Scottish Greens leadership under pressure from members on council cuts
Philip Stott
Having been effectively kicked out of the Scottish government by former first minister Humza Yousef earlier this year, speculation has been rife that the Scottish Greens will refuse to vote for the SNP budget at Holyrood.
Recently the Greens co-leaders have been shifting ground. Now saying they are open to backing the budget if certain guarantees are met. A demand to end to the cuts policies of Swinney and co? Not if Patrick Harvie, Lorna Slater and Ross Greer can avoid it.
This issue played out recently at the Scottish Greens conference in Greenock. The leadership wanted a motion passed that would commit Green MSPs to oppose a budget that allocated “anything less than £4.7 billion to climate and nature causes.”
Vague commitments to a “fairer and greener” society were included, alongside ideas like “progressive taxation”
An amendment to the leadership’s motion was tabled by members, including a councillor, that sought to include voting against the budget if it cut funding to local government.
The backdrop to this of course is Green MSPs support for SNP budgets for years that routinely included cuts to councils.
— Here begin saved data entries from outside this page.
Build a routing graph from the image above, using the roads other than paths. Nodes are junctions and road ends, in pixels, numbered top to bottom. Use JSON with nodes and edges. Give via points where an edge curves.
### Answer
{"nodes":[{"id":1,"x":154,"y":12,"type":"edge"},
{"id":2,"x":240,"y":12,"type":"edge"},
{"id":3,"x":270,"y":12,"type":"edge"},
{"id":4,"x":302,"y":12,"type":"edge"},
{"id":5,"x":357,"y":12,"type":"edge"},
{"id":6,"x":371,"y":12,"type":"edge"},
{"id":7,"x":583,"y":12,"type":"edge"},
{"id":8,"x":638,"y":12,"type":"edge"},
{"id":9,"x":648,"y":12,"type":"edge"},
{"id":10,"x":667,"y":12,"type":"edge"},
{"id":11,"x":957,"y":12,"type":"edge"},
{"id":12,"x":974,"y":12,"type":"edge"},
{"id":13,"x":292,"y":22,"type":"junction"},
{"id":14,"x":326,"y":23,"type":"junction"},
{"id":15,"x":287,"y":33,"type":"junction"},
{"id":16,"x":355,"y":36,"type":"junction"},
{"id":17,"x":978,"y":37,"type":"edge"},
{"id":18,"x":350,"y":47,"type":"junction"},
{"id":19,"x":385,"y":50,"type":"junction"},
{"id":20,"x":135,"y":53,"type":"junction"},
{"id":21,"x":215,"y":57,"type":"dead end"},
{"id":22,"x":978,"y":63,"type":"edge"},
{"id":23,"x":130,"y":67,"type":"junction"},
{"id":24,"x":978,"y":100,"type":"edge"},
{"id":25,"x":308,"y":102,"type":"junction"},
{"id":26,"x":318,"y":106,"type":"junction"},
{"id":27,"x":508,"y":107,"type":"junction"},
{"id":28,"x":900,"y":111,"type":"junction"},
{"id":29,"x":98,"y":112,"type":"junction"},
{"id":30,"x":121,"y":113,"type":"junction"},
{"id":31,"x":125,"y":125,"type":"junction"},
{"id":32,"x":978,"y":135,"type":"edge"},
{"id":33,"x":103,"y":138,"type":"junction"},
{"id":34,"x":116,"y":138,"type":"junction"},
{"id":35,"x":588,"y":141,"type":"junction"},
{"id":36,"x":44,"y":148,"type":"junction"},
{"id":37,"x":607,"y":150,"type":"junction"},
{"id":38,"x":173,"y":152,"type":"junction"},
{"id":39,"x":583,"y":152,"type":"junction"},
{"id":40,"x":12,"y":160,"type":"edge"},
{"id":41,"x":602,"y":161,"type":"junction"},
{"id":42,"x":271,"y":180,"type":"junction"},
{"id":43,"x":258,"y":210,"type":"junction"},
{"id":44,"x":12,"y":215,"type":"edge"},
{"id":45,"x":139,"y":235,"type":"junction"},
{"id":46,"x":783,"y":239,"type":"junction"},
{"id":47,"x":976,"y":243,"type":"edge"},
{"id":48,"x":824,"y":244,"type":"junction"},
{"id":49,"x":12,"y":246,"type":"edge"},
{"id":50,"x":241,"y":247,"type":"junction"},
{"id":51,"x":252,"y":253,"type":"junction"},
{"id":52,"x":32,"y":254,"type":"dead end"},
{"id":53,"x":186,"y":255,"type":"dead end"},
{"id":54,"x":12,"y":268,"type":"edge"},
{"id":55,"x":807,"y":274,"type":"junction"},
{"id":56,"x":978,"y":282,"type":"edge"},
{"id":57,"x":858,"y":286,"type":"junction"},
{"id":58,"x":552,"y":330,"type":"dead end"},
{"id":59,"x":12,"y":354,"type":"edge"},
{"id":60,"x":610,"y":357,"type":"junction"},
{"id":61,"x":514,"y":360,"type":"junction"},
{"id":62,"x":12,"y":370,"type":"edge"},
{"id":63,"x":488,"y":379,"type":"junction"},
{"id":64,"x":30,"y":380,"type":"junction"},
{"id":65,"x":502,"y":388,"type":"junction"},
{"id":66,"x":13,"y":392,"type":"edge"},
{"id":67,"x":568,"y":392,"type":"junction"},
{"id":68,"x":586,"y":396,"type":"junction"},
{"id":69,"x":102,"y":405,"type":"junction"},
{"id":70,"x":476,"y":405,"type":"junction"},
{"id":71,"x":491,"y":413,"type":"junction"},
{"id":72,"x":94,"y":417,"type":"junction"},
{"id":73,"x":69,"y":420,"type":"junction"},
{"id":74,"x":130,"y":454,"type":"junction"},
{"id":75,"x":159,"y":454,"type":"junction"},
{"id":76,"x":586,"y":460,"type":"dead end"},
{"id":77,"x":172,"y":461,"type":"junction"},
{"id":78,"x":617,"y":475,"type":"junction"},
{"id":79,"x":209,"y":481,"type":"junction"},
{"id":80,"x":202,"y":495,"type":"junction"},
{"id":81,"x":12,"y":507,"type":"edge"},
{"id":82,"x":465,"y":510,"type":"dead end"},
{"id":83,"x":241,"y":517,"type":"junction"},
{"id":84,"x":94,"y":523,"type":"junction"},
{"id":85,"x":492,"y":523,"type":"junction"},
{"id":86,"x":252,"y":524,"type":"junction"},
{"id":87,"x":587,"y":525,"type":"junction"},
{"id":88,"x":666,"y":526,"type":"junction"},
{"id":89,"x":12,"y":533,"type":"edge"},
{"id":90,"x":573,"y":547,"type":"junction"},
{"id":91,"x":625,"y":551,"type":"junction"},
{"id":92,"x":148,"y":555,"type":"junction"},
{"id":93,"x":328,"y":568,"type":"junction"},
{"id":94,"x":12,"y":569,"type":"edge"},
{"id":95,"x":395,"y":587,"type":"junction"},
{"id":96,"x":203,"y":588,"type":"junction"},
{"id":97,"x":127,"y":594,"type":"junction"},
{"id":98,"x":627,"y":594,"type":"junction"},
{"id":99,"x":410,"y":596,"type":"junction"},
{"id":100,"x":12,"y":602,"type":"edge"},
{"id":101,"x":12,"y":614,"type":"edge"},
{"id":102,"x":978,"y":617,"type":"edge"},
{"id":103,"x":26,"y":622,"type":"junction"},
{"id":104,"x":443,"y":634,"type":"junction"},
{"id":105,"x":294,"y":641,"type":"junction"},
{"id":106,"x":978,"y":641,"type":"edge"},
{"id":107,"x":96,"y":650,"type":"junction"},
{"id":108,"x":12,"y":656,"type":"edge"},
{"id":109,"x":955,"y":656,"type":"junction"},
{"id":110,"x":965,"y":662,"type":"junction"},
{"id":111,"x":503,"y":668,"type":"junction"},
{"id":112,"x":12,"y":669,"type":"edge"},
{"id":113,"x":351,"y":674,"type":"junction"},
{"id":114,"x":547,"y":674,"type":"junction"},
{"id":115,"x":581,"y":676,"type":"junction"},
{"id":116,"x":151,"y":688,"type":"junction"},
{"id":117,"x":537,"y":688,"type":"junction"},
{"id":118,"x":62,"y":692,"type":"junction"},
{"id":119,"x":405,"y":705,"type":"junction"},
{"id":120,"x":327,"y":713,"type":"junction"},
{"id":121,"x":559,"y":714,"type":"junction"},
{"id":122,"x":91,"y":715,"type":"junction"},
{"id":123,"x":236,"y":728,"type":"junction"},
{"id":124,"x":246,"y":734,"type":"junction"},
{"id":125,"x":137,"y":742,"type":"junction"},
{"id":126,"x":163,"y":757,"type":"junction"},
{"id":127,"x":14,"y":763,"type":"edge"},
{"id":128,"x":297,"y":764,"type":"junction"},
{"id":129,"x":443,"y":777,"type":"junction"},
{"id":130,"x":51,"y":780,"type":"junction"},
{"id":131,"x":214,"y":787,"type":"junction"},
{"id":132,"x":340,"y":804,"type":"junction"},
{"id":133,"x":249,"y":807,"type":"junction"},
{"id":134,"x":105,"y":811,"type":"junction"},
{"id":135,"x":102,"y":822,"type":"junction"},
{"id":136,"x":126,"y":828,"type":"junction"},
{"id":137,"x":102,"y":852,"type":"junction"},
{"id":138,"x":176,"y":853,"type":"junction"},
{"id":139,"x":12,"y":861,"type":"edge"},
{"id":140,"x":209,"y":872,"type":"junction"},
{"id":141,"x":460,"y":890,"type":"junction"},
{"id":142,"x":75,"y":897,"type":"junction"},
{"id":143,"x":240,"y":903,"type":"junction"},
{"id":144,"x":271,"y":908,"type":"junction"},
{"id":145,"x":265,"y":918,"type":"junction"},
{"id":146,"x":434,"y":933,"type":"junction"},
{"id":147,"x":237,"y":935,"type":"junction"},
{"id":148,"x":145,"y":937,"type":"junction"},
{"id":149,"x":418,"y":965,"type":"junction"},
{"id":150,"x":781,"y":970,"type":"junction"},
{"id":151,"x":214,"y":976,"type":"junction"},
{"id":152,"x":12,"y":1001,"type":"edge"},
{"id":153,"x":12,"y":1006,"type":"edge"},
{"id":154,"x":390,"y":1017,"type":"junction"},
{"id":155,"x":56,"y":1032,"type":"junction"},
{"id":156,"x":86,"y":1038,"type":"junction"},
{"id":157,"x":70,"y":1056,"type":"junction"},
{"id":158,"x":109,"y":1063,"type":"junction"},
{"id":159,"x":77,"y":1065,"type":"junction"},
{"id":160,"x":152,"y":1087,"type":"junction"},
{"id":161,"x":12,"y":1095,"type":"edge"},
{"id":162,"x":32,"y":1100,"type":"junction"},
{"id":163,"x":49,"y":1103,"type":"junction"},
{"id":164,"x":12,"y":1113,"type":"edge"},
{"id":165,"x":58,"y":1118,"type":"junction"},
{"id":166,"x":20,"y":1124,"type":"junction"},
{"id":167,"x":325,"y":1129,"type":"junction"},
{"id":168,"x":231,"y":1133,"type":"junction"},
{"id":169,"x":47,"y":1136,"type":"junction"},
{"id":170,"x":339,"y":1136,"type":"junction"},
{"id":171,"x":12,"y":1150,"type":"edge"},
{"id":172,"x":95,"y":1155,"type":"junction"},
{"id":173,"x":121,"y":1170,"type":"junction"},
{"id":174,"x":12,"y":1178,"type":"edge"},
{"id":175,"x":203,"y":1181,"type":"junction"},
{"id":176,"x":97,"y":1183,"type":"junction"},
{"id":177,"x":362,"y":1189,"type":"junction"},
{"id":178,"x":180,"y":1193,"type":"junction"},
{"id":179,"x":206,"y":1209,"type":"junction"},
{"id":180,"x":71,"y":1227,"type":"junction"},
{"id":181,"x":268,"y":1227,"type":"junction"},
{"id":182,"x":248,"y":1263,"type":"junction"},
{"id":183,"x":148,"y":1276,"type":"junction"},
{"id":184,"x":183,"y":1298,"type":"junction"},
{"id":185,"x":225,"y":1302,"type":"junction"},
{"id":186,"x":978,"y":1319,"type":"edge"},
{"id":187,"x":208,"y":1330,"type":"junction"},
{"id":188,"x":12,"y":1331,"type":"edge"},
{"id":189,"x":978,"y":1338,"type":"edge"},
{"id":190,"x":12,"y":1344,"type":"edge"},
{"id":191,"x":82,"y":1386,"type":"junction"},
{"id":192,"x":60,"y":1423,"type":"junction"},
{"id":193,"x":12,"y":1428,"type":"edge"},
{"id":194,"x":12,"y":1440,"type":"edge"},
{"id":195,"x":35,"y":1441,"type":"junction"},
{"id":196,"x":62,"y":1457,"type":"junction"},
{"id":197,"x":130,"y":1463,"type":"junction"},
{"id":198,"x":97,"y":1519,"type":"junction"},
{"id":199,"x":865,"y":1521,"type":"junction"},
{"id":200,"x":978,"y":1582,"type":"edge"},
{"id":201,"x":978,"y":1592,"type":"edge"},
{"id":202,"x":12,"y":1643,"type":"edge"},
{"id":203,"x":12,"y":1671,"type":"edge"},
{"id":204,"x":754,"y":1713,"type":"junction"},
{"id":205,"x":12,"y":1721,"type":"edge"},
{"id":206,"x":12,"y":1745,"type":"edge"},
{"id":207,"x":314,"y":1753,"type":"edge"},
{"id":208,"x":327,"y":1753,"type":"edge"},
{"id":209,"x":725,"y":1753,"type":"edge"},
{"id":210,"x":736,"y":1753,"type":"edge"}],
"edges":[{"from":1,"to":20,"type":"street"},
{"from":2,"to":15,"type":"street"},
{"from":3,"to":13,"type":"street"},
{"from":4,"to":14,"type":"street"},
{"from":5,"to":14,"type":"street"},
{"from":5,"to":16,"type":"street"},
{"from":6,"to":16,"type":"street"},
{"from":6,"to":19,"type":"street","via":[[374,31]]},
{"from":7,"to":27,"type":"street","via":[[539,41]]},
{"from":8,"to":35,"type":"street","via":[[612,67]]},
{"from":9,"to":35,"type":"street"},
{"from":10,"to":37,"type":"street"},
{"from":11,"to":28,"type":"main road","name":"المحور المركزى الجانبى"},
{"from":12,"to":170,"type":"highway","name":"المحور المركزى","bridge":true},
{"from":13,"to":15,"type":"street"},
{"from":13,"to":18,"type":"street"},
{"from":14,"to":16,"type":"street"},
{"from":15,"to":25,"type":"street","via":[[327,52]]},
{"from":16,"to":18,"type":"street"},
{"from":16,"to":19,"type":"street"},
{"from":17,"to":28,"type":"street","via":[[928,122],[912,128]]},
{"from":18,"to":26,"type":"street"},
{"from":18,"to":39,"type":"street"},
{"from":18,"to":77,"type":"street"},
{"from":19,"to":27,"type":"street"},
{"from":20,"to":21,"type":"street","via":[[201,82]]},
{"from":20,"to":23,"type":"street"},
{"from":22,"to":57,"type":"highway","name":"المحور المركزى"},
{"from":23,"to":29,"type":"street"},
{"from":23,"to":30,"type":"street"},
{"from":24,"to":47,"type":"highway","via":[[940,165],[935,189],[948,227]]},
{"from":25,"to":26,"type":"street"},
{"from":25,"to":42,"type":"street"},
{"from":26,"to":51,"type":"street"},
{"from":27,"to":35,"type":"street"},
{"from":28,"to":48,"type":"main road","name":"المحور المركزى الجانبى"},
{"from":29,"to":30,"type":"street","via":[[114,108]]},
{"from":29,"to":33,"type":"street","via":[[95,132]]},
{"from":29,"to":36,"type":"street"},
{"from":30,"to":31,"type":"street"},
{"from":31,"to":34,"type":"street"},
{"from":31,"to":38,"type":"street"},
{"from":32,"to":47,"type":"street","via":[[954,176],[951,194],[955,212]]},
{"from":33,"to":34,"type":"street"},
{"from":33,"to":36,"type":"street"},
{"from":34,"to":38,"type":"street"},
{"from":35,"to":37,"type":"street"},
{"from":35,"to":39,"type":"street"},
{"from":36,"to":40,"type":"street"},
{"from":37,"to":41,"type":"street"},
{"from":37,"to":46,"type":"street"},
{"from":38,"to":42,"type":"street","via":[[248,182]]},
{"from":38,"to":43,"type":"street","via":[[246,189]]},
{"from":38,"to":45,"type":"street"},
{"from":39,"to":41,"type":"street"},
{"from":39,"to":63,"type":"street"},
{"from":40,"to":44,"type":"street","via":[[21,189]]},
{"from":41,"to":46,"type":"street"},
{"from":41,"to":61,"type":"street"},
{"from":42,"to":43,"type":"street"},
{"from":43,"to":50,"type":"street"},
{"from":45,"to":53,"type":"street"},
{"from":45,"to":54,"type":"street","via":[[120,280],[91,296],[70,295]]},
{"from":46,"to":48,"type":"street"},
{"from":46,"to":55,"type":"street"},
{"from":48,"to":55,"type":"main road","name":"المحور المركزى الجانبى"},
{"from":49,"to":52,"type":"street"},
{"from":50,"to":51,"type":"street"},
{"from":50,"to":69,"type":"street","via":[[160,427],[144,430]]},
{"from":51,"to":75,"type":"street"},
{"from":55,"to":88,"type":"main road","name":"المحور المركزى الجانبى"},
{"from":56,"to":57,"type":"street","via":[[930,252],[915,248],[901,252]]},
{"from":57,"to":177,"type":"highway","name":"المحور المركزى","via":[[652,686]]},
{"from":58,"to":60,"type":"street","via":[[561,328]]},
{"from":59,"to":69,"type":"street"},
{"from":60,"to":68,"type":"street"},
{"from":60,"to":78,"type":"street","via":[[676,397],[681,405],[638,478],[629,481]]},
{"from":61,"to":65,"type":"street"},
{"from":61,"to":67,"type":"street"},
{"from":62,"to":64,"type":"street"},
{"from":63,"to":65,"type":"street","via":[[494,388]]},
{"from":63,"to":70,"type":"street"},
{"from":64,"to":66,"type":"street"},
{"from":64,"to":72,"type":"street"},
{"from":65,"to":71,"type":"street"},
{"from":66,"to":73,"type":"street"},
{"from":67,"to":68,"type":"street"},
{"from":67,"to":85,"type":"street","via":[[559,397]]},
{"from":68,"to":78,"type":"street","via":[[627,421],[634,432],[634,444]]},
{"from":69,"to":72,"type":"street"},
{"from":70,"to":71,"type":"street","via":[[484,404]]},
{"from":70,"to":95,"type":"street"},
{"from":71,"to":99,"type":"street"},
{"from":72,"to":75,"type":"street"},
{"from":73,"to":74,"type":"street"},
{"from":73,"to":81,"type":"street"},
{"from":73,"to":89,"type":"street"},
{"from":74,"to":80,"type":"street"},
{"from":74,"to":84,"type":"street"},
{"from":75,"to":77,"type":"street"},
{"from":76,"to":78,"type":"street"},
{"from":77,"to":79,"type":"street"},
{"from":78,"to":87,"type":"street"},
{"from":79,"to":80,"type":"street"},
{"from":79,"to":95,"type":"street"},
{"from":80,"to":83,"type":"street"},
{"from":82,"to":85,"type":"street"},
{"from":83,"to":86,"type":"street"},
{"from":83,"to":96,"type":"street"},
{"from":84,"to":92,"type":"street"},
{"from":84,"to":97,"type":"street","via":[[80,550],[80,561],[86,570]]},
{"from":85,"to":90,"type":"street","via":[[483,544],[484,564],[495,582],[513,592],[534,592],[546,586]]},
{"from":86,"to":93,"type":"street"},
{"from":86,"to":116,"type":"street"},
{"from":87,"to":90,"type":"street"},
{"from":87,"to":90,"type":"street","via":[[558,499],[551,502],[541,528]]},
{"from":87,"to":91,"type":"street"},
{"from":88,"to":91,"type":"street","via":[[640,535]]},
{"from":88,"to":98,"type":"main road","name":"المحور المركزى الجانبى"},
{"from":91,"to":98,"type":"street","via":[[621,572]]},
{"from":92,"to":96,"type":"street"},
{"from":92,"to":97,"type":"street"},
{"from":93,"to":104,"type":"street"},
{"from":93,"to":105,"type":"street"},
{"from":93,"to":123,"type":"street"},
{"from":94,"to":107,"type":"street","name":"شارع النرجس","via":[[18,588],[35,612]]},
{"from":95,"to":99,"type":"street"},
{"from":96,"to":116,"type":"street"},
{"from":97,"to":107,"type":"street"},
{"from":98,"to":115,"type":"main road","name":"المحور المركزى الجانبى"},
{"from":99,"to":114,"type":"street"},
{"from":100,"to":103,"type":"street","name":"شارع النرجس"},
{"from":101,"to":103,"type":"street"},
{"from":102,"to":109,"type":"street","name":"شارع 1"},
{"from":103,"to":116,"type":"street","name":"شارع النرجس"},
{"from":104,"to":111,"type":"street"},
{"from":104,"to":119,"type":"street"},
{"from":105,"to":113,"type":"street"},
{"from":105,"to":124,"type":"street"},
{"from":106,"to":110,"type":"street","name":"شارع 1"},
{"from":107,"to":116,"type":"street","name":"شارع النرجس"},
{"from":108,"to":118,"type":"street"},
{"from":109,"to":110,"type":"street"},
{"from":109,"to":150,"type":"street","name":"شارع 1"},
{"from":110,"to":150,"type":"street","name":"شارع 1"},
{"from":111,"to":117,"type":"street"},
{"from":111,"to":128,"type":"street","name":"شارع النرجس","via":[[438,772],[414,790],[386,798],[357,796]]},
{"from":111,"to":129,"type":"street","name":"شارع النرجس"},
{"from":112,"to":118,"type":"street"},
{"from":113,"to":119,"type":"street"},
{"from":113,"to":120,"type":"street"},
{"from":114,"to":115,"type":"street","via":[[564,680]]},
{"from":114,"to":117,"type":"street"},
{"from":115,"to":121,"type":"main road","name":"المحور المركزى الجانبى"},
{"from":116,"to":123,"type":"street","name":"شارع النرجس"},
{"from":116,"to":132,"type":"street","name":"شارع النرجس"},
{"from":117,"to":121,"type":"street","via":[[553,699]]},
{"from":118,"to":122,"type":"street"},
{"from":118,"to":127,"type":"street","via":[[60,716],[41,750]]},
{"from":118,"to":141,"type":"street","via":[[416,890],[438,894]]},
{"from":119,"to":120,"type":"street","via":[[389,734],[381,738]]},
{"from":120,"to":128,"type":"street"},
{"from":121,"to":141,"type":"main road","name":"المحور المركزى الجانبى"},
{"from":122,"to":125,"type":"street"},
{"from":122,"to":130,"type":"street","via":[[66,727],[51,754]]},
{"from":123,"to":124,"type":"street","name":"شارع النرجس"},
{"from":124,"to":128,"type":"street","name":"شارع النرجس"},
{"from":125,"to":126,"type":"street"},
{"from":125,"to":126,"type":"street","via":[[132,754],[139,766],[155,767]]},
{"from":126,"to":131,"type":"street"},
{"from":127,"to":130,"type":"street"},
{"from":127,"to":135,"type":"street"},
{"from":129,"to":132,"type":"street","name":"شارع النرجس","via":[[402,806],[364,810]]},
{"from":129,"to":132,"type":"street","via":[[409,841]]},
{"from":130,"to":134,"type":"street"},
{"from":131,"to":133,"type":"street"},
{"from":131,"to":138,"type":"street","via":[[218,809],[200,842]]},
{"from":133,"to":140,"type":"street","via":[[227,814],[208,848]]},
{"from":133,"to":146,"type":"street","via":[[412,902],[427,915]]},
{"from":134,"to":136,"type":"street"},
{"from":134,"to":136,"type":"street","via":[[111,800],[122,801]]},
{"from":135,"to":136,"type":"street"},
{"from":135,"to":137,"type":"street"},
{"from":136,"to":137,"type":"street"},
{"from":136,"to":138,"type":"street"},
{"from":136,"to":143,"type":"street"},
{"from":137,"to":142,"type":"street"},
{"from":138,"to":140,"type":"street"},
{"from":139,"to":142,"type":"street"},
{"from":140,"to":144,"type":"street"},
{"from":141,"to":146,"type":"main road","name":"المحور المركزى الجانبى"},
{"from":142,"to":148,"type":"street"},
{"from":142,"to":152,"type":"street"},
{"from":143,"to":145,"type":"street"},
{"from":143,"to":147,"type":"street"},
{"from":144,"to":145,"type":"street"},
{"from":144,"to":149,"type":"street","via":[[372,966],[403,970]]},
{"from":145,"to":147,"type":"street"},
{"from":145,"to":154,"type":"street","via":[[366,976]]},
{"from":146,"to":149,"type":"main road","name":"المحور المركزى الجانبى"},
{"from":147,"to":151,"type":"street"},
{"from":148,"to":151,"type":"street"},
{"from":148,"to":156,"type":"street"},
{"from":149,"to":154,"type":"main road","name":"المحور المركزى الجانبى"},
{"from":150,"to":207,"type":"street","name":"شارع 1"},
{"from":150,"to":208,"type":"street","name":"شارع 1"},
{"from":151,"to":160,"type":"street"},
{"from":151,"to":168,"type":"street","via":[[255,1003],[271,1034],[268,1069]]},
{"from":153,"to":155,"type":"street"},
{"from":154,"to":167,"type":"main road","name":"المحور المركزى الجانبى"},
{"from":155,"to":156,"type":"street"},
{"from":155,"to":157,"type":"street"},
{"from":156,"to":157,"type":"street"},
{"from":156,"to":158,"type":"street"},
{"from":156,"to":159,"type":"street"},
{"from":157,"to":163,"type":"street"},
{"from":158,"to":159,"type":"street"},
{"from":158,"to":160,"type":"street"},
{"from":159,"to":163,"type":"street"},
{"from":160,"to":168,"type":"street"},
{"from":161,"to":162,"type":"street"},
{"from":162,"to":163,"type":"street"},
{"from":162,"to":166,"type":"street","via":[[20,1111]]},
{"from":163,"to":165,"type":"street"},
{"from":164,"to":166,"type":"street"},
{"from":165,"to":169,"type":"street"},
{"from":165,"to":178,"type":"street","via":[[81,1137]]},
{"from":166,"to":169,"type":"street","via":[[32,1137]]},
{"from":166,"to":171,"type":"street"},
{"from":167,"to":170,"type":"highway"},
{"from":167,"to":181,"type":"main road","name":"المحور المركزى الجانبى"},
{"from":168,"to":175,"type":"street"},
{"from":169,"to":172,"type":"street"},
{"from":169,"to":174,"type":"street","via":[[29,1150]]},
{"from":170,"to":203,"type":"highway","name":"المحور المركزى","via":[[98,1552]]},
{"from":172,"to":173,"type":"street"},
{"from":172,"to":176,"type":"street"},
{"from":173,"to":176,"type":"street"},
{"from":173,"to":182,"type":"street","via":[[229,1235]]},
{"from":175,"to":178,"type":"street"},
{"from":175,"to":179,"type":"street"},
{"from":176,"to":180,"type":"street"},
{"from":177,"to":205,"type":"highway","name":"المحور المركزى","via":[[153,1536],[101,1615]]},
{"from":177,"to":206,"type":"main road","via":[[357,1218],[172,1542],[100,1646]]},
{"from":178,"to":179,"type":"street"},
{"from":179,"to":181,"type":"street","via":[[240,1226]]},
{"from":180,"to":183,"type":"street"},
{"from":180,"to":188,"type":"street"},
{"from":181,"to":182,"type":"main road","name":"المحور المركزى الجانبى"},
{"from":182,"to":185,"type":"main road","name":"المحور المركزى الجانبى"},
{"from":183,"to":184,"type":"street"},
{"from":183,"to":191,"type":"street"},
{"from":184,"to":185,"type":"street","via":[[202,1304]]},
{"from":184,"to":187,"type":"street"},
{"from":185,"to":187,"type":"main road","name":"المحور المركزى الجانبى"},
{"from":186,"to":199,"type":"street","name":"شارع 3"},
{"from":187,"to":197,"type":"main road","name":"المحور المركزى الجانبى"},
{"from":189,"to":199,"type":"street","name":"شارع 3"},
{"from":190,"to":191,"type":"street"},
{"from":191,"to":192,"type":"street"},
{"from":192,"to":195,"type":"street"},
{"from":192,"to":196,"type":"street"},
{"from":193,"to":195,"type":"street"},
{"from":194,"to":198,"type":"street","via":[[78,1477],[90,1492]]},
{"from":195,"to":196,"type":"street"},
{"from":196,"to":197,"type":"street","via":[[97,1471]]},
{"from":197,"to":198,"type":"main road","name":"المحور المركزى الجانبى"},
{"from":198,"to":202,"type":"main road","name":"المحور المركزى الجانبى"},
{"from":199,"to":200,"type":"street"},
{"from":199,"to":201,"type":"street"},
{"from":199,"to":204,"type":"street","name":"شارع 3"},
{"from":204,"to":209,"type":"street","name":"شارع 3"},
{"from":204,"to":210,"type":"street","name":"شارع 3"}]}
Desperate to avoid being saddled with this commitment, the leadership wanted the amendment to be treated as “coming from the floor” of conference. According to the Scottish Greens conference arrangements that would mean if 10 people opposed the amendment it could not be heard or debated.
The movers of the amendments proposed the entire conference agenda be thrown out and replaced by a new one that would allow for the amendments to be heard as of right.
Conference voted in favour of this, with Harvie, Slater and Greer voting against. In the end, conference also backed the amendment to the budget motion.
In theory this now means that, according to one of the movers of the amendment, “our Green MSPs are now tied to voting against any Budget that does cut local authority budgets”.
However, many Scottish budgets hear claims by ministers of increased funding for local government, which in reality represents cuts to core spending. So the demand for no cuts really has to be one for real terms increases for councils.
With the Westminster budget likely to take an axe to public services, and the knock-on effect of further cuts to the Scottish budget, the Scottish Greens leadership are already saying “we don’t like to use the language of red lines”.
Scottish Greens councillors also have a record of voting for cuts in local government.
We would encourage activists in the Scottish Greens who want to see a genuine anti-cuts political alternative to discuss with Socialist Party Scotland and Scottish Trade Unionist and Socialist Coalition.
The setting of no cuts/needs budgets can be achieved through political will and mass struggle, but not with the approach taken by the leadership of the Scottish Greens. That’s why the building of a new mass working class party is so crucial in Scotland.